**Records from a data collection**
■ ■ ■ ■ ■

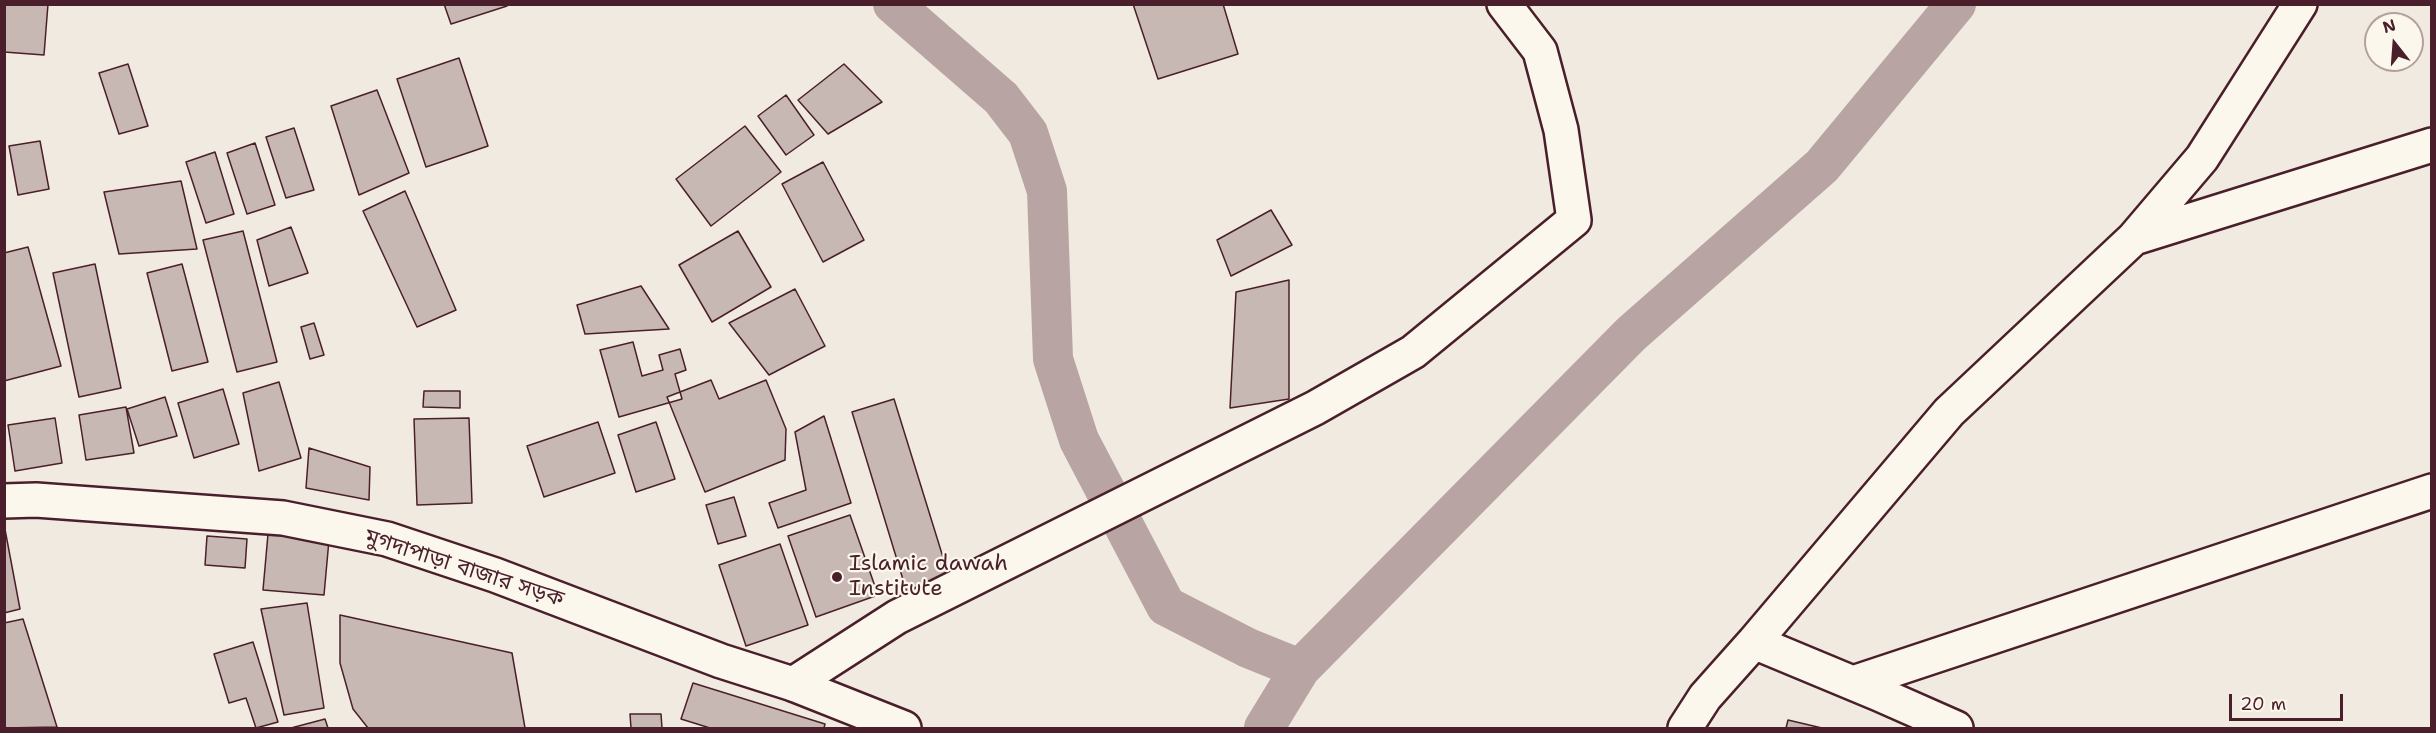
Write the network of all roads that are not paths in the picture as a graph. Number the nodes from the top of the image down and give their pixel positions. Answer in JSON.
{"nodes":[{"id":1,"x":1504,"y":4,"type":"edge"},
{"id":2,"x":2300,"y":4,"type":"edge"},
{"id":3,"x":2432,"y":145,"type":"edge"},
{"id":4,"x":2134,"y":238,"type":"junction"},
{"id":5,"x":2432,"y":491,"type":"edge"},
{"id":6,"x":4,"y":501,"type":"edge"},
{"id":7,"x":1754,"y":642,"type":"junction"},
{"id":8,"x":1852,"y":682,"type":"junction"},
{"id":9,"x":793,"y":684,"type":"junction"},
{"id":10,"x":904,"y":729,"type":"edge"},
{"id":11,"x":1685,"y":729,"type":"edge"},
{"id":12,"x":1956,"y":729,"type":"edge"}],
"edges":[{"from":1,"to":9,"type":"street"},
{"from":2,"to":4,"type":"street"},
{"from":3,"to":4,"type":"street"},
{"from":4,"to":7,"type":"street"},
{"from":5,"to":8,"type":"street"},
{"from":6,"to":9,"type":"street","name":"মুগদাপাড়া বাজার সড়ক"},
{"from":7,"to":8,"type":"street"},
{"from":7,"to":11,"type":"street"},
{"from":8,"to":12,"type":"street"},
{"from":9,"to":10,"type":"street","name":"মুগদাপাড়া বাজার সড়ক"}]}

■ ■ ■ ■ ■

**Activity**
Output all of the data word for word, excluding any pictures.

**Written answer**
Write the network of all roads that are not paths in the picture as a graph. Number the nodes from the top of the image down and give their pixel positions. Answer in JSON.
{"nodes":[{"id":1,"x":1504,"y":4,"type":"edge"},
{"id":2,"x":2300,"y":4,"type":"edge"},
{"id":3,"x":2432,"y":145,"type":"edge"},
{"id":4,"x":2134,"y":238,"type":"junction"},
{"id":5,"x":2432,"y":491,"type":"edge"},
{"id":6,"x":4,"y":501,"type":"edge"},
{"id":7,"x":1754,"y":642,"type":"junction"},
{"id":8,"x":1852,"y":682,"type":"junction"},
{"id":9,"x":793,"y":684,"type":"junction"},
{"id":10,"x":904,"y":729,"type":"edge"},
{"id":11,"x":1685,"y":729,"type":"edge"},
{"id":12,"x":1956,"y":729,"type":"edge"}],
"edges":[{"from":1,"to":9,"type":"street"},
{"from":2,"to":4,"type":"street"},
{"from":3,"to":4,"type":"street"},
{"from":4,"to":7,"type":"street"},
{"from":5,"to":8,"type":"street"},
{"from":6,"to":9,"type":"street","name":"মুগদাপাড়া বাজার সড়ক"},
{"from":7,"to":8,"type":"street"},
{"from":7,"to":11,"type":"street"},
{"from":8,"to":12,"type":"street"},
{"from":9,"to":10,"type":"street","name":"মুগদাপাড়া বাজার সড়ক"}]}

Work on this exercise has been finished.